Offroaders have been doing it for ages.

With an Oz Class 2 (16500cc) car if you're on a short track, go 30" tyres to improve corner exit speed - on a longer track where you dont want to be bouncing off the limiter in top - taller tyres, say 33" and you'll spend alot more time off cam and bogged down out of corners, and you'll have to increase your braking markers as the car doesnt pull up as well, but a heaps better top speed, better turn in, smoother on the rough stuff and if you can get it right, better response from the steering brakes.

smaller circumference = shorter ratio's basically.
 
Miles B said:
Nick, you are messing up the term inertia. Inertia cannot be gained or lost. I think you might mean momentum? Also, the flywheel accelerates faster in 1st than 4th. I don't know how you would get the other way around...

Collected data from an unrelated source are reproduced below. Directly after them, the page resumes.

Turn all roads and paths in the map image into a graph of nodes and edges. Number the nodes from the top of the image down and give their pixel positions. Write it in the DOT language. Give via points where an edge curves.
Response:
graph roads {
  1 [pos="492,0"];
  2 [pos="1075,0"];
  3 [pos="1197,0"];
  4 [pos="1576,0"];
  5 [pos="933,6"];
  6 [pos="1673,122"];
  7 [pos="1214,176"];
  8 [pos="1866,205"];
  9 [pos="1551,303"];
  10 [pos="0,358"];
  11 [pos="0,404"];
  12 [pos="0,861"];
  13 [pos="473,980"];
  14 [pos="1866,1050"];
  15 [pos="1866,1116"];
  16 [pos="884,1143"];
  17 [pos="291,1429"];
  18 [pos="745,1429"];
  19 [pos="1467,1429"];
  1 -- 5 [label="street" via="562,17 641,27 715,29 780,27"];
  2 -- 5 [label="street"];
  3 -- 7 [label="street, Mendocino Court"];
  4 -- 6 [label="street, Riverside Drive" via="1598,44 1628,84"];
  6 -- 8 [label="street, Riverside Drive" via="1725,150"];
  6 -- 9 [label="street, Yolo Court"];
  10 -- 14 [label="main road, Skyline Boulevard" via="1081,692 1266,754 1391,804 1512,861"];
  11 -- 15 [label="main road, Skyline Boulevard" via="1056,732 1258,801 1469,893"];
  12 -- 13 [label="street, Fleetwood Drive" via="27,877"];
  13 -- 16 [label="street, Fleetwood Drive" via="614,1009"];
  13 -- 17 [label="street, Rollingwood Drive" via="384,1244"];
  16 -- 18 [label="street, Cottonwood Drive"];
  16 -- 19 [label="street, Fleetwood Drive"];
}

Your last paragraph makes no sense at all to me.. yes, the car will accelerate faster with the gearing change, but gearing change is not what we are talking about here. The gearing change does not affect what the engine is putting out at all. The bonus with smaller lighter wheels we are talking about here, is a smaller moment of inertia. Think about if you had a car wheel on the back of your bicycle. A heavy wheel is going to take all of your power to get going. Very little will make it to the road. The wheel actually takes your energy you are delivering, and stores it in the form of rotational kinetic energy. You can get this energy back by sticking your hand on it to stop it. You'll get heat. Now, put a nice light bicycle wheel on your bike. Even though the wheel is much bigger (and the gearing change suggests you will accelerate slower), the wheel has a smaller moment of inertia, and will eat less of your energy. You will accelerate MUCH faster.

Don't underestimate the amount of energy that rotating mass can eat up either! It is huge! With bikes, gains of 3-5hp at the wheels can easily be seen by taking a few hundred grams off the crankshaft. This is because the crankshaft rotates very quickly, and energy is eaten to the square of rotational velocity.

Lighter flywheels allow your car to accelerate MORE quickly. You say the increase in weight *helps*? No. It does not help you get it going. It helps it keep going once it is going, because it has more angular momentum. It is *harder* to get going. Weight never helps acceleration. Ever.

The only reason I can come up with to dyno a car in a 1:1 gear, is that the output gearset of the gearbox and driveshaft may represent a smaller load in higher gears, as they are not accelerating as quickly, and 1:1 "evens the field" across all motors, for the gearbox spinning load. I need to do some simulations though, with numbers for a real gearset and driveshaft, to see the effect that might be had. Hell, the problem is too complex for me to figure out without a few hours, if the driveshaft even IS a greater load or not...?
I dont know where these get to where they are, perhaps not rereading what you put up. I am only talking about the gear change from the smaller diameter. And the load with the higher or taller gears is greater not less. He could use lighter wheels that are the same diameter and get a small gain from driveline losses being lowered.

Lighter flywheels allow your car to accelerate MORE quickly. You say the increase in weight *helps*? No. It does not help you get it going.
No I dont think a heavier flywheel will help acclerate. I am pretty sure I have never said that in any forum.